When thinking about these two study designs, we identified three primary differences, though there were also many others that could have been important: 

Article selection: Previous research has shown that, when asking ordinary people to evaluate the veracity of news, the sample of articles used in the study has the potential to significantly impact the results. Our sample was composed only of popular articles published by low-quality sources known to produce fake news. Allen et al (2021) used a set of articles shared by Facebook that its systems had identified as being potentially problematic, which included articles from both mainstream and low-quality sources. In preliminary unpublished research, we find that ordinary people are significantly better at identifying the veracity of news from mainstream sources as compared to low-quality sources. Therefore, the articles used across the two projects could explain much of the difference in the findings. 

Temporality: We collected ratings of articles within 72 hours of their publication, often before fact-checking organizations or media outlets had the opportunity to evaluate the stories. Many of the articles used in Allen et al (2021) were months or years old and thus the veracity of the stories were well-established.

Full article vs. headline: In a separate paper that is under review, we find that people’s ability to evaluate the veracity of news is impacted by evaluating the headline / lede relative to evaluating the full article. We sent the respondents the full article, whereas the respondents in Allen et al (2021) study were only given the headline / lede. 

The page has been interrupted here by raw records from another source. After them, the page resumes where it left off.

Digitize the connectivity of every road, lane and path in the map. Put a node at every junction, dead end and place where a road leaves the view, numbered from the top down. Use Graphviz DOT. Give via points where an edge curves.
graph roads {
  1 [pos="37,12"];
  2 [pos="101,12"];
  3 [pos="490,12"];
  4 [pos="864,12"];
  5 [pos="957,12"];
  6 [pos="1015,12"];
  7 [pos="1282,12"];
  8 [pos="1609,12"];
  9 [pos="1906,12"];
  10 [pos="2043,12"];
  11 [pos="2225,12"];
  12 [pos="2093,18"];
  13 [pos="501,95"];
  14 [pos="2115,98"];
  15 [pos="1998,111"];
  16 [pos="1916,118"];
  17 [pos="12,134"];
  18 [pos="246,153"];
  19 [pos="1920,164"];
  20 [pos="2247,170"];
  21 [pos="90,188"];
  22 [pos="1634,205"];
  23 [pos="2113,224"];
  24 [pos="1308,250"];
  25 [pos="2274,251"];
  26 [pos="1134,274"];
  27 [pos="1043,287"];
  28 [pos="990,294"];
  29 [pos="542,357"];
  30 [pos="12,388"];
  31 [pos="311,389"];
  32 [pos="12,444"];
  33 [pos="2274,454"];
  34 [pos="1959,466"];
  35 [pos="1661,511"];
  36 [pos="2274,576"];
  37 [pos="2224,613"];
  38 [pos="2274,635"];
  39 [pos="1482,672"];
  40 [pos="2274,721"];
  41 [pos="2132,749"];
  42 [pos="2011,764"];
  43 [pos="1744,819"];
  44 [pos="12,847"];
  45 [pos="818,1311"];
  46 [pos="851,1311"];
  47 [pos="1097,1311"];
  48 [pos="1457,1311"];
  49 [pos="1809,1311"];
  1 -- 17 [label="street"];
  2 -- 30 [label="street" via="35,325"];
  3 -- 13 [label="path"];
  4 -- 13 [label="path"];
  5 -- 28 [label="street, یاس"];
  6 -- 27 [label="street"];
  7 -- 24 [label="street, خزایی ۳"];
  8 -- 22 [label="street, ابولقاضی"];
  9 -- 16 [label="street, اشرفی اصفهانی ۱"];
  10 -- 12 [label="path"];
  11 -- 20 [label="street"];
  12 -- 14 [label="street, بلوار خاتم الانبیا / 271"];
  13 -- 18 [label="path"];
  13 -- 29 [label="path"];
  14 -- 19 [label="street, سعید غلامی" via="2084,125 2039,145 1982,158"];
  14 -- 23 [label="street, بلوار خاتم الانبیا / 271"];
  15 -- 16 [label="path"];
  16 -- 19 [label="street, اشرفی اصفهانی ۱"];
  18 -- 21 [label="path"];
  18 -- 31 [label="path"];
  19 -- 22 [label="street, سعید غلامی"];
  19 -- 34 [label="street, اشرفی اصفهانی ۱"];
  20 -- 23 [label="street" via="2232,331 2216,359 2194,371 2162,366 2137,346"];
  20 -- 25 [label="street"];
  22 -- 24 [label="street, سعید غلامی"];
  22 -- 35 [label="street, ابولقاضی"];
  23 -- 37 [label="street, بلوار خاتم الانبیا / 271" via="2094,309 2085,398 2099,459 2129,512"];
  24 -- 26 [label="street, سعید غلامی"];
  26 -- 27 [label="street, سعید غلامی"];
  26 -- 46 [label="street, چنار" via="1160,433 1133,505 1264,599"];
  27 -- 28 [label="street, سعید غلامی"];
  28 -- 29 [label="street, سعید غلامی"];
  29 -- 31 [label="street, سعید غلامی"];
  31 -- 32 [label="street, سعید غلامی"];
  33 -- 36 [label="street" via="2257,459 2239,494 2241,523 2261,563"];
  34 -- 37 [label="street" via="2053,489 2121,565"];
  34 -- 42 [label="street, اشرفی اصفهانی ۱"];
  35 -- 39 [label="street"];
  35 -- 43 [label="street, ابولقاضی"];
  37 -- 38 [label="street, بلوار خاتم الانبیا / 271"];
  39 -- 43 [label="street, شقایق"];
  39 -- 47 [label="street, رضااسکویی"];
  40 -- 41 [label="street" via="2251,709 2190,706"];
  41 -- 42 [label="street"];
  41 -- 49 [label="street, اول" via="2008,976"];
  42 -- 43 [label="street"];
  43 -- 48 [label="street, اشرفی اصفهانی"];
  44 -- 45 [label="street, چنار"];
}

Our purpose is not to argue for the appropriateness of one design over the other, but rather to highlight how the choices made in the study process may have impacted results. Given the potential implications of this work, we think a consideration of these differences are important for those who may use these studies to inform policy and product decisions.

This is an important new area of inquiry — one that pushes forward century-old questions in the behavioral sciences while supporting collective efforts to improve our digital information environments. Although the results of these two studies diverged, it is important to emphasize that our interpretations largely aligned: crowdsourced fact-checking, far from being a panacea to our so-called information disorder, could potentially be one tool in what certainly needs to be a much larger toolkit to discern facts in a complex ecosystem. Developing such tools will require the collaboration of scholars, technologists, civil society, and community groups.